11. What is the role of the Gamma parameter in RBF Kernel SVM?

Gamma (\(\gamma\)) defines how far the influence of a single training example reaches.  
- **High Gamma** → Each training point has a close influence (may overfit).  
- **Low Gamma** → More general decision boundary (better generalization).  



12. What is the Naïve Bayes classifier, and why is it called "Naïve"?

Naïve Bayes is a probabilistic classifier based on **Bayes' Theorem**, assuming that features are **independent** given the class label.
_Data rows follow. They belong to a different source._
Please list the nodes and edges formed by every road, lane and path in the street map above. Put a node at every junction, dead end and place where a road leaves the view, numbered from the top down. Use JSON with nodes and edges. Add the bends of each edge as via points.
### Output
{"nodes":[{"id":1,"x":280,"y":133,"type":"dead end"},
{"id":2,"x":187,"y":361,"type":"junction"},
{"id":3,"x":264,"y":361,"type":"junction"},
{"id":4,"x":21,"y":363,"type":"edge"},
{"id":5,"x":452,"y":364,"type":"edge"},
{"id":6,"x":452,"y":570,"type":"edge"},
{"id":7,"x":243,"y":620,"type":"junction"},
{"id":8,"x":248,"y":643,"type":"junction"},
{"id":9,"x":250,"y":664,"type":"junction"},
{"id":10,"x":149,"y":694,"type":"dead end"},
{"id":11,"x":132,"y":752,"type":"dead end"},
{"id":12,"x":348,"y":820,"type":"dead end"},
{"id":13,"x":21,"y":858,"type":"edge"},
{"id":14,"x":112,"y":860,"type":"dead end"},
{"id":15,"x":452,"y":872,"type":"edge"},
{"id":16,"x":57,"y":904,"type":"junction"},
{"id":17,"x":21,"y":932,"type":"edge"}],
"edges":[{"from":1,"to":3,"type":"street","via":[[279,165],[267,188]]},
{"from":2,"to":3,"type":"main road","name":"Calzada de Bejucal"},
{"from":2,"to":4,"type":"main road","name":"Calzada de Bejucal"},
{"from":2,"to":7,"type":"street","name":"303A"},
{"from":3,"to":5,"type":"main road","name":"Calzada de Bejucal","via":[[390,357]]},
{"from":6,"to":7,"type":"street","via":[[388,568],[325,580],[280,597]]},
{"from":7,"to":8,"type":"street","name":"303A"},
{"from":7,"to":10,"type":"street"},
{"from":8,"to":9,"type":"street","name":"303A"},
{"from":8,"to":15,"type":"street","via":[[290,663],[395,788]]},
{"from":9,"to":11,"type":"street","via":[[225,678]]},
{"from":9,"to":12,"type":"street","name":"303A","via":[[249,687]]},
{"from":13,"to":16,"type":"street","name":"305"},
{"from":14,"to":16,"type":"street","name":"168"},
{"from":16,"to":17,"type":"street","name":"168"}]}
It is called "naïve" because this independence assumption is often unrealistic in real-world data.



13.  What is Bayes’ Theorem?

Bayes' Theorem describes the probability of an event based on prior knowledge of related conditions:  
\[
P(A|B) = \frac{P(B|A) P(A)}{P(B)}
\]  
Where:  
- \( P(A|B) \) = Posterior probability of A given B  
- \( P(B|A) \) = Likelihood  
- \( P(A) \) = Prior probability  
- \( P(B) \) = Evidence  



14. Explain the differences between Gaussian Naïve Bayes, Multinomial Naïve Bayes, and Bernoulli Naïve Bayes

- **Gaussian Naïve Bayes**: Used for **continuous** data (assumes a normal distribution).  
- **Multinomial Naïve Bayes**: Used for **text classification** (word counts).  
- **Bernoulli Naïve Bayes**: Used for **binary** features (e.g., presence/absence of words in text data).  



15.  When should you use Gaussian Naïve Bayes over other variants?

Gaussian Naïve Bayes is ideal when working with **continuous numerical features** that follow a normal (Gaussian) distribution, such as **height, weight, or temperature**.



16. What are the key assumptions made by Naïve Bayes?

 **Feature Independence**: All features are conditionally independent given the class.  
 **Equal Contribution**: Every feature contributes equally to the final classification.  
 **Class Conditional Independence**: The effect of a feature is independent of other features.  



17.  What are the advantages and disadvantages of Naïve Bayes?

**Advantages:**  
- Fast and efficient, even with large datasets.  
- Works well for text classification.  
- Requires small training data to estimate parameters.  

**Disadvantages:**  
- Assumes **feature independence**, which is often unrealistic.  
- Struggles with features that are highly correlated.  



18. Why is Naïve Bayes a good choice for text classification?

Naïve Bayes performs well for text classification because:  
- It handles **high-dimensional** data efficiently.  
- The **independence assumption** is reasonable for words in a document.  
- It requires **low computational power**.  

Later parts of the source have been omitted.